▸ WHAT IS REQUIRED
Would you output the listing exactly, with every image omitted?
* * * * * * * * *
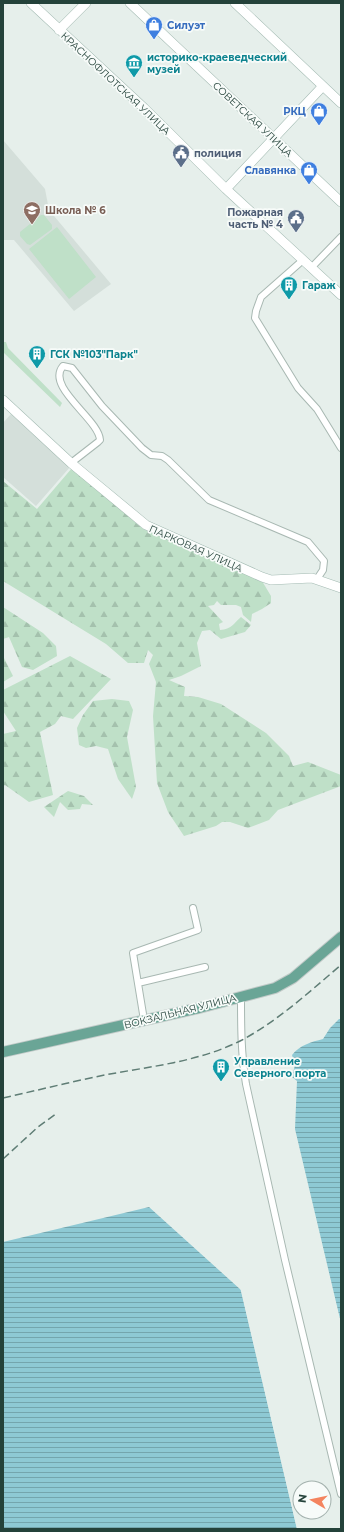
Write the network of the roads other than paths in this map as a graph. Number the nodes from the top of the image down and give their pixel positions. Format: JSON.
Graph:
{"nodes":[{"id":1,"x":31,"y":3,"type":"edge"},
{"id":2,"x":86,"y":3,"type":"edge"},
{"id":3,"x":130,"y":3,"type":"edge"},
{"id":4,"x":235,"y":3,"type":"edge"},
{"id":5,"x":59,"y":30,"type":"junction"},
{"id":6,"x":323,"y":86,"type":"junction"},
{"id":7,"x":341,"y":103,"type":"edge"},
{"id":8,"x":274,"y":138,"type":"junction"},
{"id":9,"x":226,"y":189,"type":"junction"},
{"id":10,"x":341,"y":202,"type":"edge"},
{"id":11,"x":341,"y":237,"type":"edge"},
{"id":12,"x":303,"y":260,"type":"junction"},
{"id":13,"x":311,"y":268,"type":"junction"},
{"id":14,"x":341,"y":295,"type":"edge"},
{"id":15,"x":3,"y":400,"type":"edge"},
{"id":16,"x":341,"y":448,"type":"edge"},
{"id":17,"x":71,"y":463,"type":"junction"},
{"id":18,"x":317,"y":579,"type":"junction"},
{"id":19,"x":341,"y":588,"type":"edge"},
{"id":20,"x":192,"y":908,"type":"dead end"},
{"id":21,"x":341,"y":938,"type":"edge"},
{"id":22,"x":205,"y":967,"type":"dead end"},
{"id":23,"x":138,"y":982,"type":"junction"},
{"id":24,"x":241,"y":996,"type":"junction"},
{"id":25,"x":144,"y":1020,"type":"junction"},
{"id":26,"x":3,"y":1052,"type":"edge"},
{"id":27,"x":341,"y":1494,"type":"edge"}],
"edges":[{"from":1,"to":5,"type":"street","name":"КРАСНОФЛОТСКАЯ УЛИЦА"},
{"from":2,"to":5,"type":"street"},
{"from":3,"to":8,"type":"street","name":"СОВЕТСКАЯ УЛИЦА"},
{"from":4,"to":6,"type":"street"},
{"from":5,"to":9,"type":"street","name":"КРАСНОФЛОТСКАЯ УЛИЦА"},
{"from":6,"to":7,"type":"street"},
{"from":6,"to":8,"type":"street"},
{"from":8,"to":9,"type":"street"},
{"from":8,"to":10,"type":"street","name":"СОВЕТСКАЯ УЛИЦА"},
{"from":9,"to":12,"type":"street","name":"КРАСНОФЛОТСКАЯ УЛИЦА"},
{"from":11,"to":13,"type":"street"},
{"from":12,"to":13,"type":"street","name":"КРАСНОФЛОТСКАЯ УЛИЦА"},
{"from":12,"to":16,"type":"street"},
{"from":13,"to":14,"type":"street","name":"КРАСНОФЛОТСКАЯ УЛИЦА"},
{"from":15,"to":17,"type":"street","name":"ПАРКОВАЯ УЛИЦА"},
{"from":17,"to":18,"type":"street","name":"ПАРКОВАЯ УЛИЦА"},
{"from":17,"to":18,"type":"street"},
{"from":18,"to":19,"type":"street","name":"ПАРКОВАЯ УЛИЦА"},
{"from":20,"to":23,"type":"street"},
{"from":21,"to":24,"type":"main road","name":"ВОКЗАЛЬНАЯ УЛИЦА"},
{"from":22,"to":23,"type":"street"},
{"from":23,"to":25,"type":"street"},
{"from":24,"to":25,"type":"main road","name":"ВОКЗАЛЬНАЯ УЛИЦА"},
{"from":24,"to":27,"type":"street"},
{"from":25,"to":26,"type":"main road","name":"ВОКЗАЛЬНАЯ УЛИЦА"}]}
* * * * * * * * *
▸ ANSWER SECTION
Write the network of the roads other than paths in this map as a graph. Number the nodes from the top of the image down and give their pixel positions. Format: JSON.
Graph:
{"nodes":[{"id":1,"x":31,"y":3,"type":"edge"},
{"id":2,"x":86,"y":3,"type":"edge"},
{"id":3,"x":130,"y":3,"type":"edge"},
{"id":4,"x":235,"y":3,"type":"edge"},
{"id":5,"x":59,"y":30,"type":"junction"},
{"id":6,"x":323,"y":86,"type":"junction"},
{"id":7,"x":341,"y":103,"type":"edge"},
{"id":8,"x":274,"y":138,"type":"junction"},
{"id":9,"x":226,"y":189,"type":"junction"},
{"id":10,"x":341,"y":202,"type":"edge"},
{"id":11,"x":341,"y":237,"type":"edge"},
{"id":12,"x":303,"y":260,"type":"junction"},
{"id":13,"x":311,"y":268,"type":"junction"},
{"id":14,"x":341,"y":295,"type":"edge"},
{"id":15,"x":3,"y":400,"type":"edge"},
{"id":16,"x":341,"y":448,"type":"edge"},
{"id":17,"x":71,"y":463,"type":"junction"},
{"id":18,"x":317,"y":579,"type":"junction"},
{"id":19,"x":341,"y":588,"type":"edge"},
{"id":20,"x":192,"y":908,"type":"dead end"},
{"id":21,"x":341,"y":938,"type":"edge"},
{"id":22,"x":205,"y":967,"type":"dead end"},
{"id":23,"x":138,"y":982,"type":"junction"},
{"id":24,"x":241,"y":996,"type":"junction"},
{"id":25,"x":144,"y":1020,"type":"junction"},
{"id":26,"x":3,"y":1052,"type":"edge"},
{"id":27,"x":341,"y":1494,"type":"edge"}],
"edges":[{"from":1,"to":5,"type":"street","name":"КРАСНОФЛОТСКАЯ УЛИЦА"},
{"from":2,"to":5,"type":"street"},
{"from":3,"to":8,"type":"street","name":"СОВЕТСКАЯ УЛИЦА"},
{"from":4,"to":6,"type":"street"},
{"from":5,"to":9,"type":"street","name":"КРАСНОФЛОТСКАЯ УЛИЦА"},
{"from":6,"to":7,"type":"street"},
{"from":6,"to":8,"type":"street"},
{"from":8,"to":9,"type":"street"},
{"from":8,"to":10,"type":"street","name":"СОВЕТСКАЯ УЛИЦА"},
{"from":9,"to":12,"type":"street","name":"КРАСНОФЛОТСКАЯ УЛИЦА"},
{"from":11,"to":13,"type":"street"},
{"from":12,"to":13,"type":"street","name":"КРАСНОФЛОТСКАЯ УЛИЦА"},
{"from":12,"to":16,"type":"street"},
{"from":13,"to":14,"type":"street","name":"КРАСНОФЛОТСКАЯ УЛИЦА"},
{"from":15,"to":17,"type":"street","name":"ПАРКОВАЯ УЛИЦА"},
{"from":17,"to":18,"type":"street","name":"ПАРКОВАЯ УЛИЦА"},
{"from":17,"to":18,"type":"street"},
{"from":18,"to":19,"type":"street","name":"ПАРКОВАЯ УЛИЦА"},
{"from":20,"to":23,"type":"street"},
{"from":21,"to":24,"type":"main road","name":"ВОКЗАЛЬНАЯ УЛИЦА"},
{"from":22,"to":23,"type":"street"},
{"from":23,"to":25,"type":"street"},
{"from":24,"to":25,"type":"main road","name":"ВОКЗАЛЬНАЯ УЛИЦА"},
{"from":24,"to":27,"type":"street"},
{"from":25,"to":26,"type":"main road","name":"ВОКЗАЛЬНАЯ УЛИЦА"}]}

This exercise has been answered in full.